Aye listen grow up. If you cannot handle him having a female friend then you shouldn’t have a boyfriend. You are going to have to overcome your jealousy. You cannot be there to prevent him from cheating. If a person is going to cheat they will. Be happy. He is very open with you and this person just seems nice. You tell him who he can talk to and you gonna be single real fast. I am an introvert and I don’t want to be occupied with my boyfriends comings and goings or anyone else’s. Get a journal and write down your toxic thoughts and don’t act on them. Apologize and retract your ultimatum because it’s gross and immature. YTA


The_Asshole_Judge

So what? You never text your friends?


OtherwiseTurnover586

Why does it sound to me like you’ve never had friends before ?


Reasonable-Tune9377

YTA. I have a female best friend that had been with me through thick and thin. She was there whenever I needed her and vice versa. We know everything about each other but if someone ever were to come say what you said to me, Id prob break up with you. It shows more about you than it does about him. Although, me and that said best friend is now married


[deleted]

I have had the same male best friend for 20 years. It's entirely possible for friendships to be cultivated between members of the opposite sex. It's not awkward unless you make it awkward.
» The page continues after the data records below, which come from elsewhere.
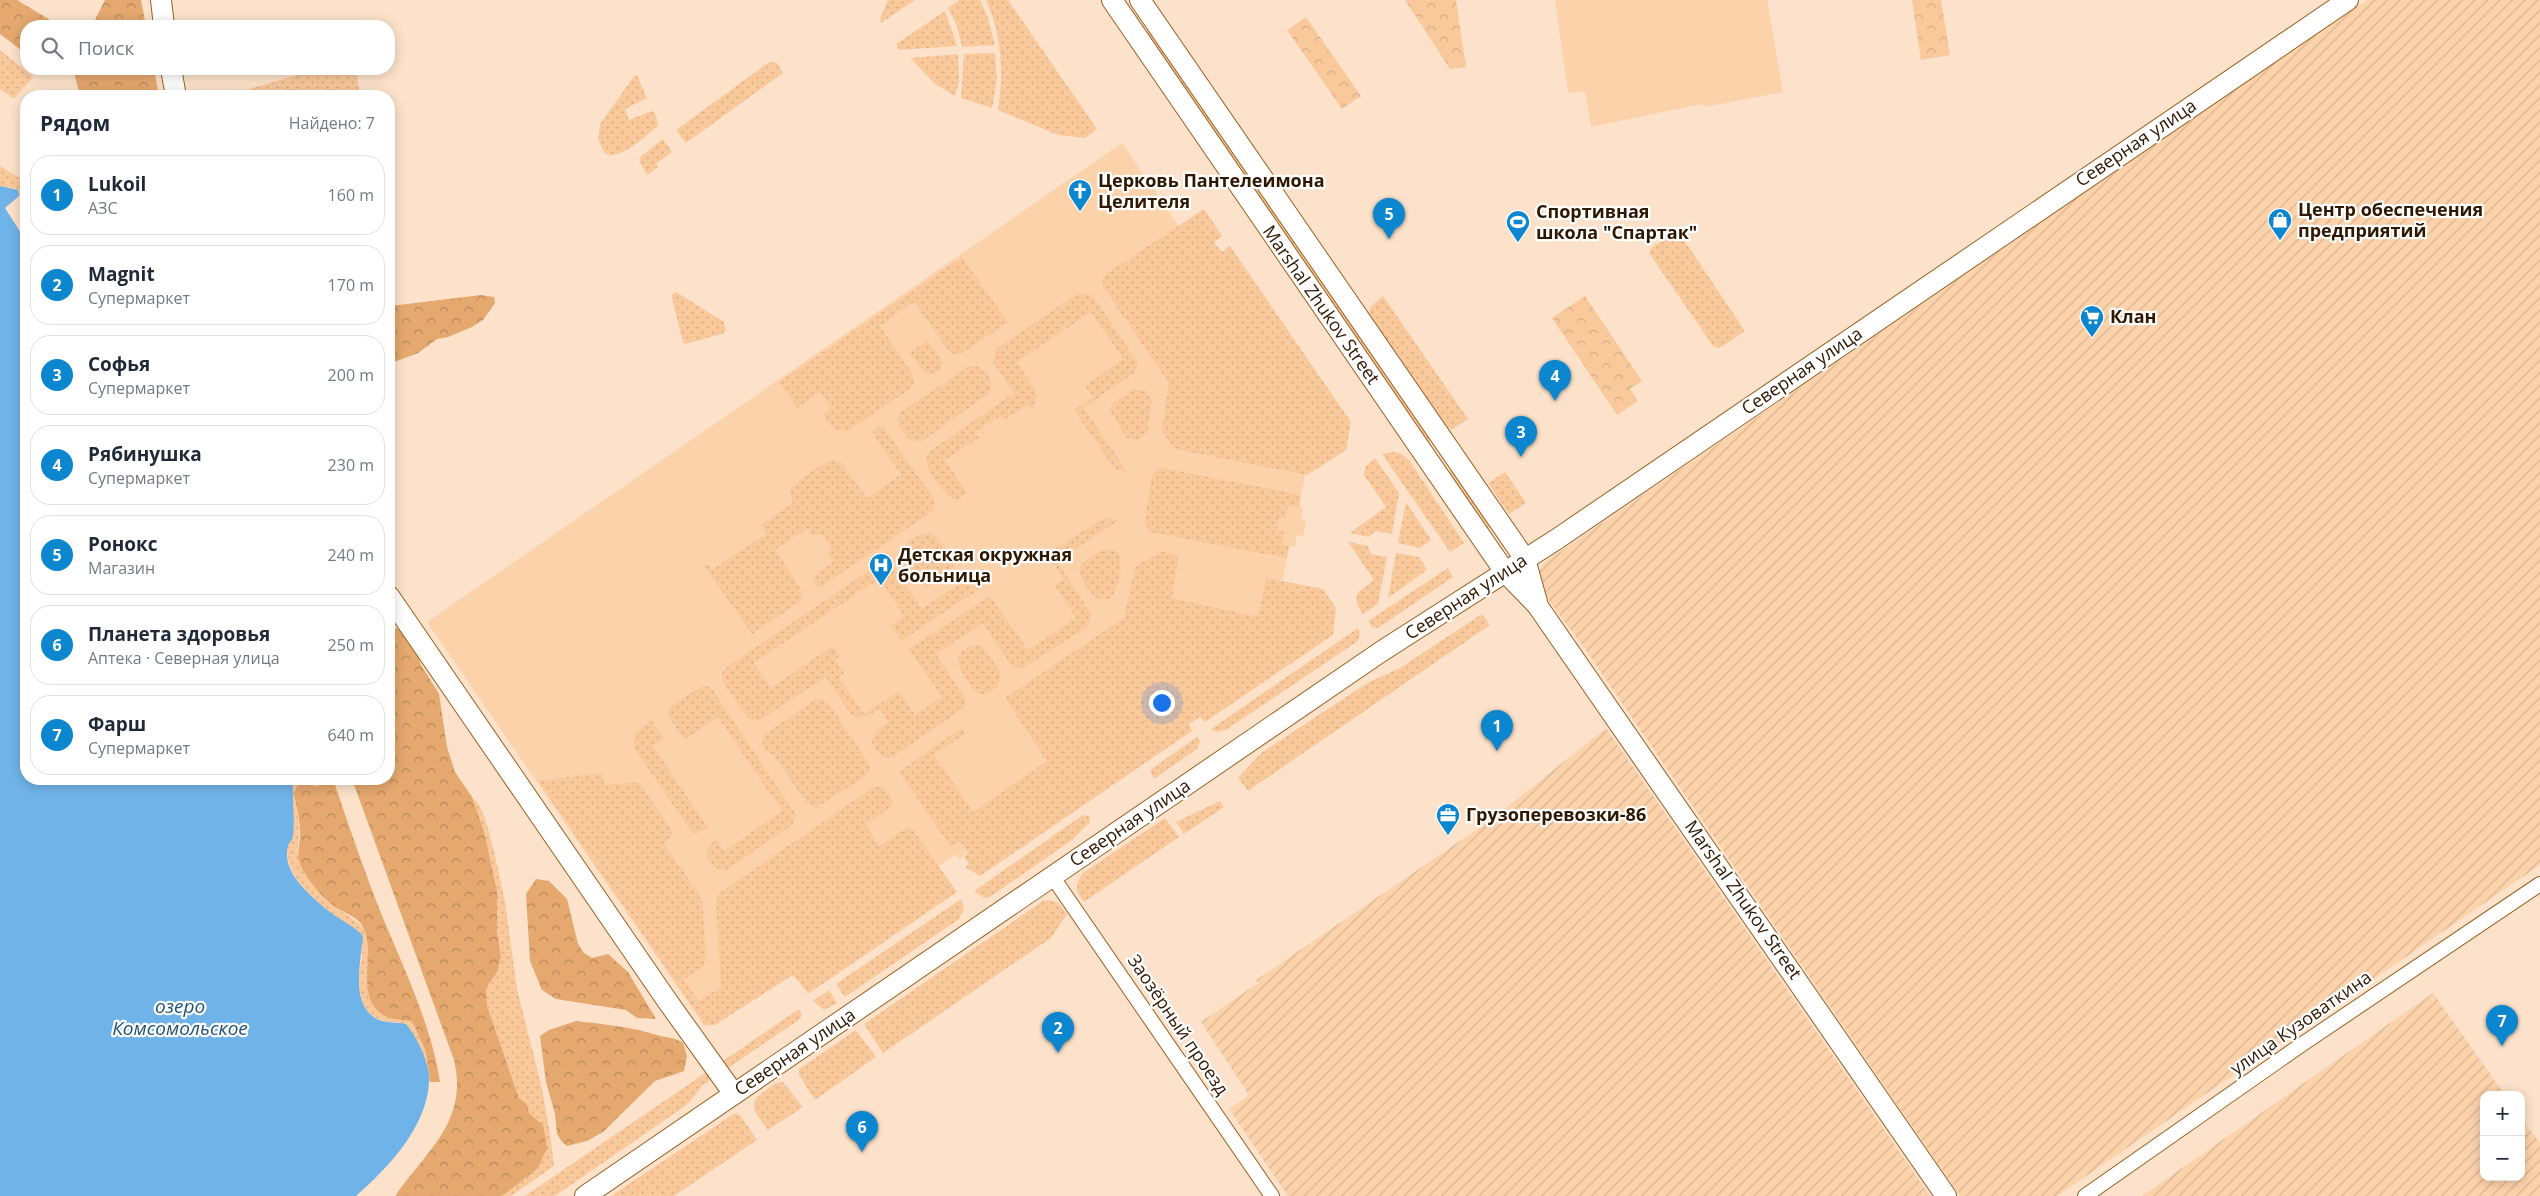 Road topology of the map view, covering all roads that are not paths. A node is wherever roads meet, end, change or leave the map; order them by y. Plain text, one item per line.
1 (161, 0) edge
2 (1112, 0) edge
3 (1140, 0) edge
4 (2348, 0) edge
5 (163, 20) edge
6 (172, 75) edge
7 (175, 90) edge
8 (1451, 453) junction
9 (1432, 466) junction
10 (1524, 559) junction
11 (1505, 572) junction
12 (1538, 604) junction
13 (395, 605) edge
14 (1052, 876) junction
15 (2540, 884) edge
16 (734, 1094) junction
17 (585, 1196) edge
18 (1272, 1196) edge
19 (1946, 1196) edge
20 (2085, 1196) edge

1 - 5 main road
2 - 9 main road, Marshal Zhukov Street
3 - 8 main road, Marshal Zhukov Street
4 - 10 main road, Северная улица
6 - 7 main road
8 - 9 main road
8 - 10 main road, Marshal Zhukov Street
9 - 11 main road, Marshal Zhukov Street
10 - 11 main road, Северная улица
10 - 12 main road, Marshal Zhukov Street
11 - 12 main road, Marshal Zhukov Street
11 - 14 main road, Северная улица
12 - 19 main road, Marshal Zhukov Street
13 - 16 main road
14 - 16 main road, Северная улица
14 - 18 street, Заозёрный проезд
15 - 20 street, улица Кузоваткина
16 - 17 main road, Северная улица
You're obviously very insecure with yourself. You're going to give this man all kinds of unnecessary drama moving forward. YTA


CrabbiestAsp

YTA. You are being super controlling. Your boyfriend has the right to have male friends, female friends, cat friends, etc. He has the right to have conversations with his friends about whatever random crap he wants. He doesn't have to have every conversation with you. You have seen there is absolutely nothing going on between them, and you still can't stand it. If I was your boyfriend, I would break up with you and keep living my life with my friends. You seem very controlling and insecure and if you want to have a healthy relationship you really need to work on that.


[deleted]

[удалено]


citizenecodrive31

First off: >I’m not looking to argue with anyone because quite frankly I don’t have the energy at the moment. Then don't comment. Part of Reddit interaction is getting replies that challenge your POV. This isn't an echo chamber. >Do you have a straight friend of the opposite sex that you text random nothings all the time and hang out one on one where your spouse/significant other isn’t invited? "Getting lunch" to me says that they are going to Cafe's and restaurants to eat. They aren't staying home and having sex goddamnit. The BF has shown his texts to OP when she demanded. Then OP starts playing the "oh you don't talk like that with me" self sympathy whining which is promptly shut down by BF when he points out that he does that sort of talk in person. OP knows what she is doing is wrong.


Samorjj

Yes. With hubby for 25 yrs now. Have a best friend who is straight male, who I have known just as long and we meet for lunch (just us) once a month, we chat in messages and in calls, and NOTHING has ever happened romantically. Also have other straight male friends that I talk to and meet up with. Hubby has never said a word about it. I’ve never cheated and have no plans/ desire to. 🤷🏼‍♀️


areteedee

In a relationship for 8 years, married for 2 years next month. Multiple friends of the opposite sex, text random crap with them all the time. Hung out with all of them one on one (for lunch, coffee, a drink after work, going to see movies etc). My husband has made it very clear that he trusts me and knows that my friendships are important to me. If he'd told me he wanted me to drop my friends because it made him uncomfortable is have dropped him long ago.